Christopher Griffin has always wanted to be a policeman, to serve his fellow citizens not only as a law enforcement officer but also as someone who can be counted on to help in a variety of situations. He apparently attained his dream job in January 2018, when he was sworn in as the Sullivan’s Island police chief. He plans to stay a while.
“I won’t leave here unless I have no choice. I would like to stay and retire here as long as the town will have me,” said Griffin, who is 43 years old. “I love it here.”

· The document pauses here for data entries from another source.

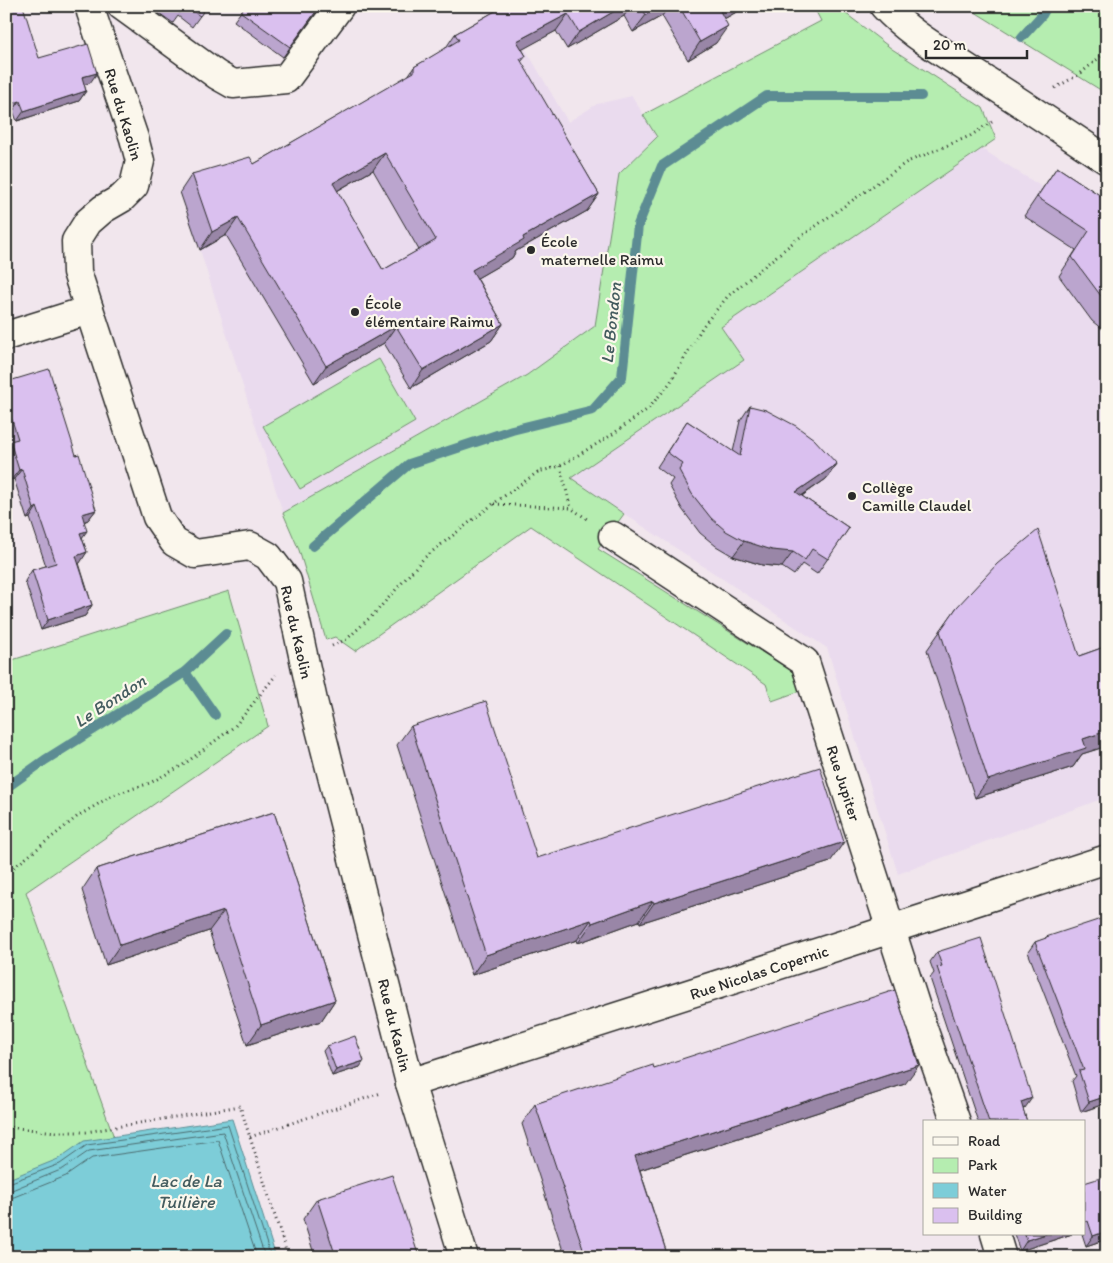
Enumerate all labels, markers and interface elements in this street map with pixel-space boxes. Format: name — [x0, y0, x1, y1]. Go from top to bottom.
scale bar — [926, 28, 1027, 60]
text: 20 m — [933, 36, 967, 54]
street label: Rue du Kaolin — [100, 66, 147, 163]
place label: École maternelle Raimu — [541, 232, 664, 269]
marker: École maternelle Raimu — [525, 244, 537, 256]
water label: Le Bondon — [596, 281, 626, 365]
place label: École élémentaire Raimu — [365, 294, 494, 331]
marker: École élémentaire Raimu — [349, 306, 361, 318]
place label: Collège Camille Claudel — [862, 478, 972, 515]
marker: Collège Camille Claudel — [846, 490, 858, 502]
street label: Rue du Kaolin — [277, 583, 317, 681]
water label: Le Bondon — [70, 669, 151, 732]
street label: Rue Jupiter — [822, 743, 865, 824]
street label: Rue Nicolas Copernic — [687, 941, 831, 1004]
street label: Rue du Kaolin — [374, 977, 415, 1074]
legend — [923, 1120, 1086, 1236]
text: Road — [968, 1132, 1001, 1150]
text: Park — [968, 1156, 998, 1174]
water label: Lac de La Tuilière — [150, 1170, 222, 1213]
text: Water — [968, 1182, 1007, 1200]
text: Building — [968, 1206, 1022, 1224]

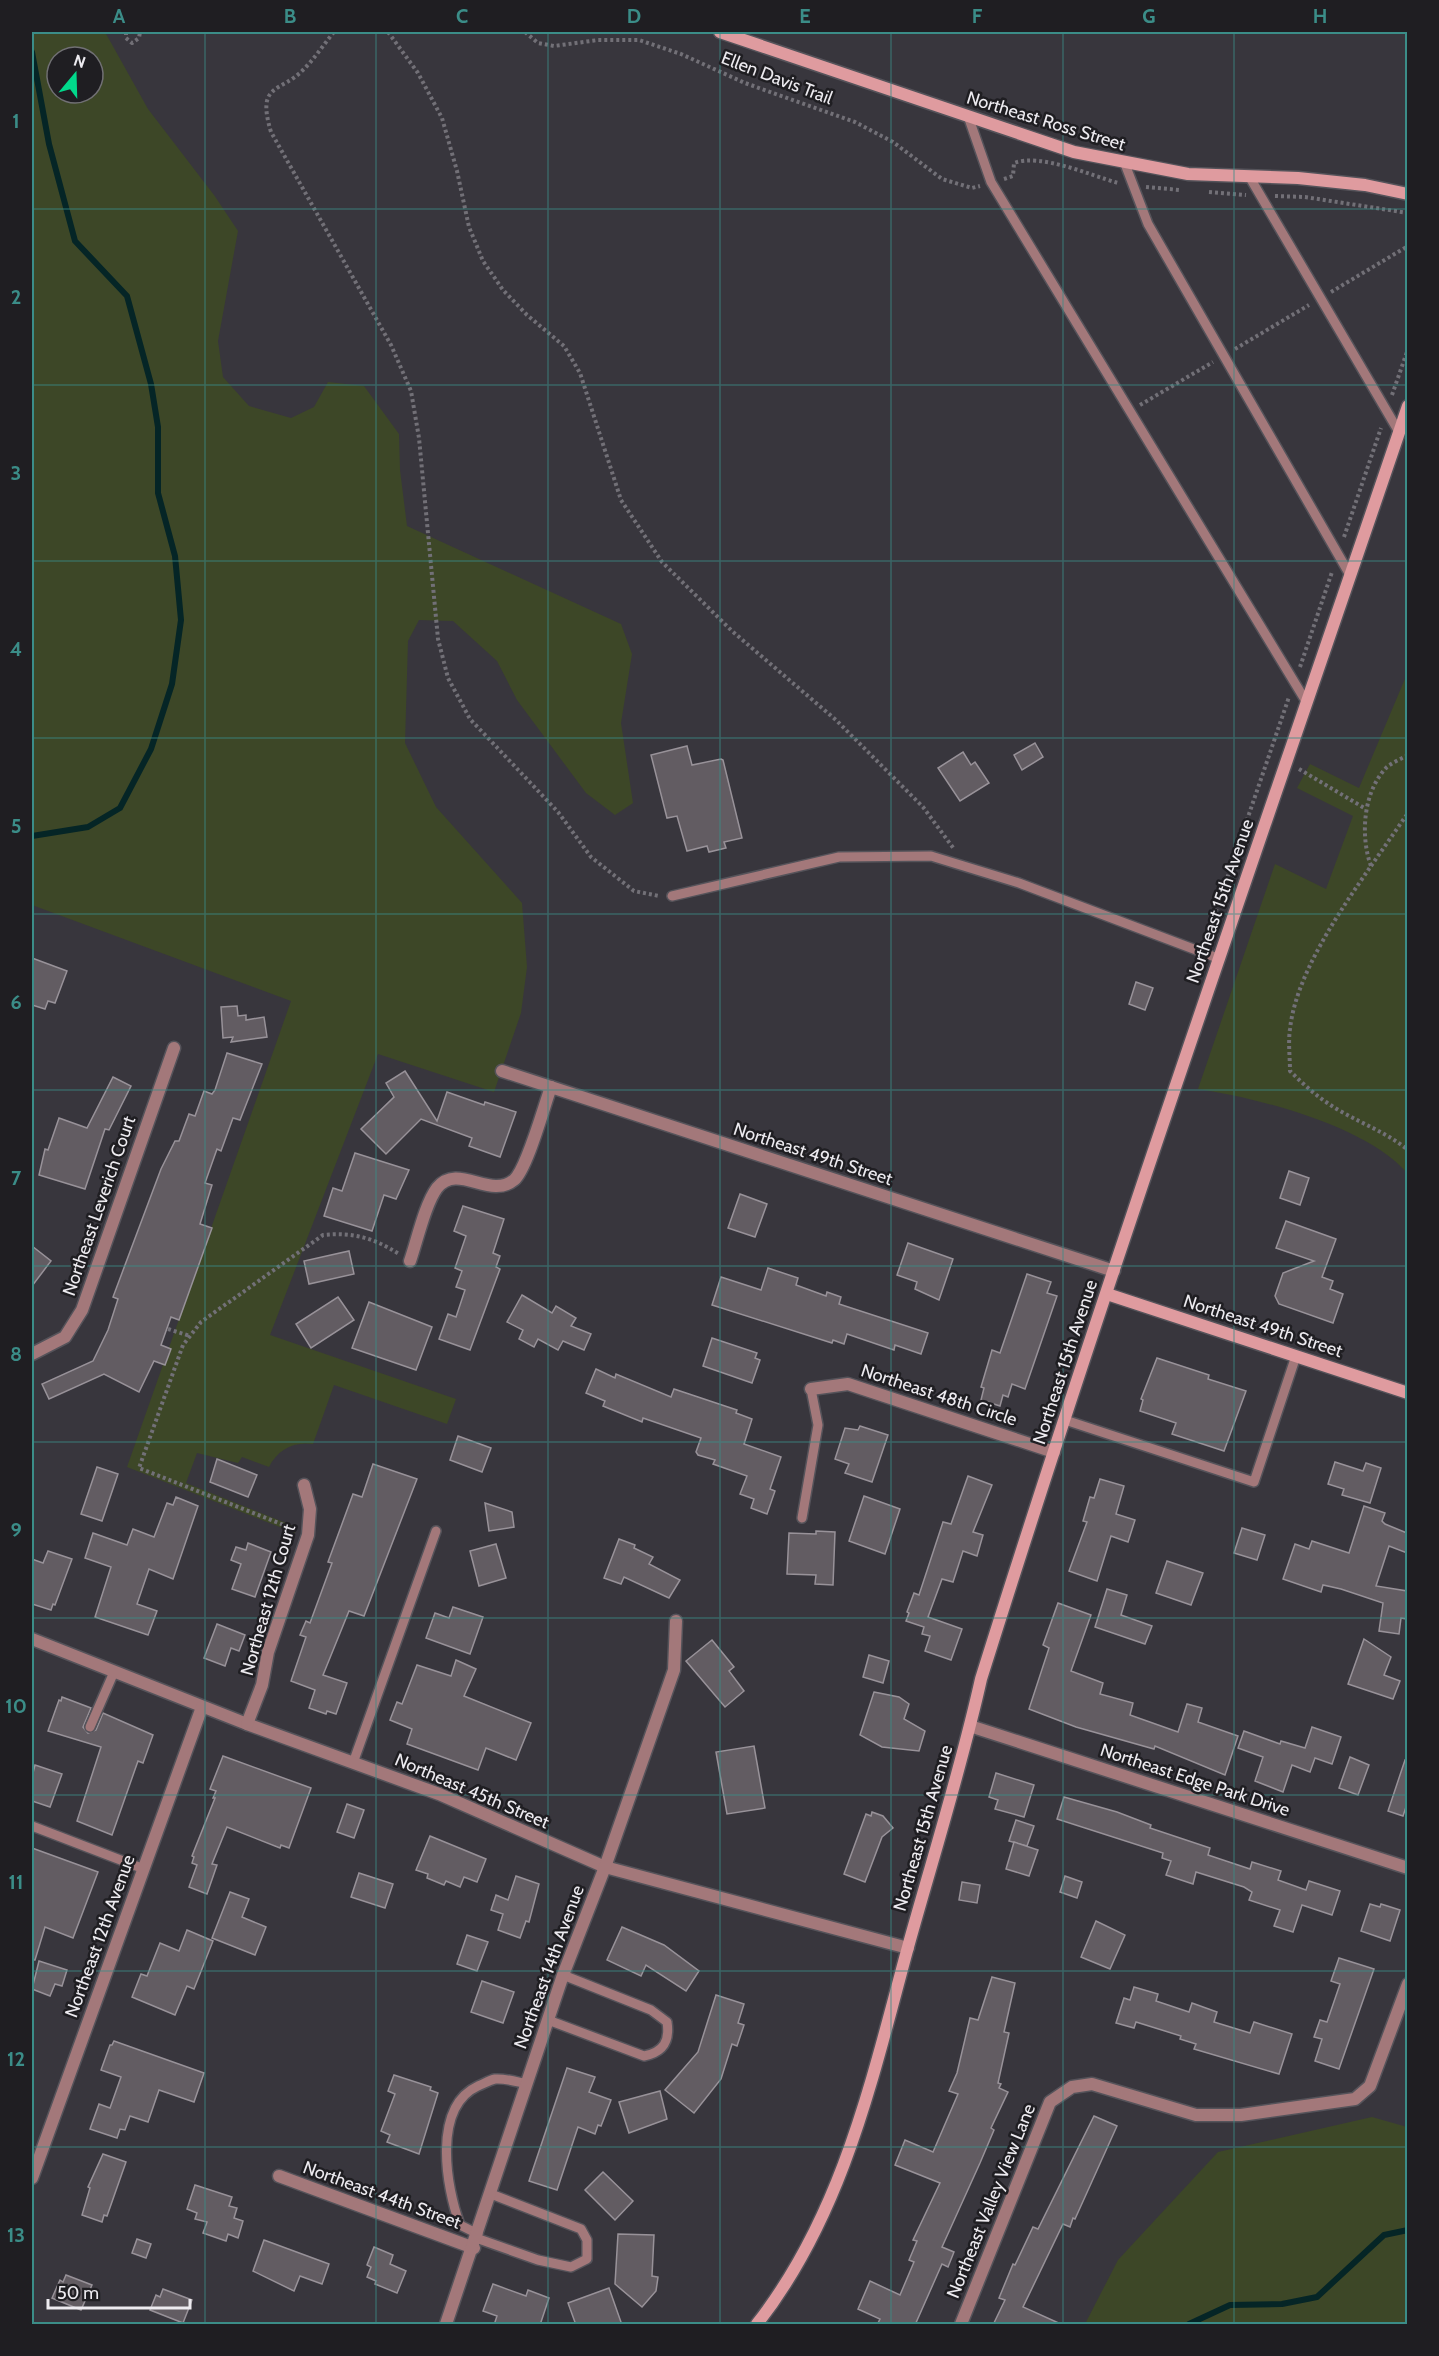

Griffin, who had served as acting chief beginning in April 2017, has spent much of his adult life with the Sullivan’s Island Police Department, beginning in August 1997. Along the way, he has been a patrolman, a corporal/detective and a lieutenant. He started his police career in North Charleston, where he said there were 300 officers, compared with just seven or eight when he moved on to Sullivan’s Island.
Today, Griffin’s department includes 10 police officers, an animal control officer and a reserve officer. When the warm weather arrives, he adds four additional employees, two to patrol the beach and two to work in parking enforcement. There is no administrative staff to answer the phone or handle paperwork.
“No one sits in the office all day,” he explained.
Griffin admitted that crime on Sullivan’s Island is not a major issue – “not compared to the rest of the world.” Most of what his department deals with are property crimes, alcohol on the beach, speeding and other traffic violations. The chief carries an ASP baton, and though he pointed out that he “never hit anybody with it,” he did put it to good use one day last year.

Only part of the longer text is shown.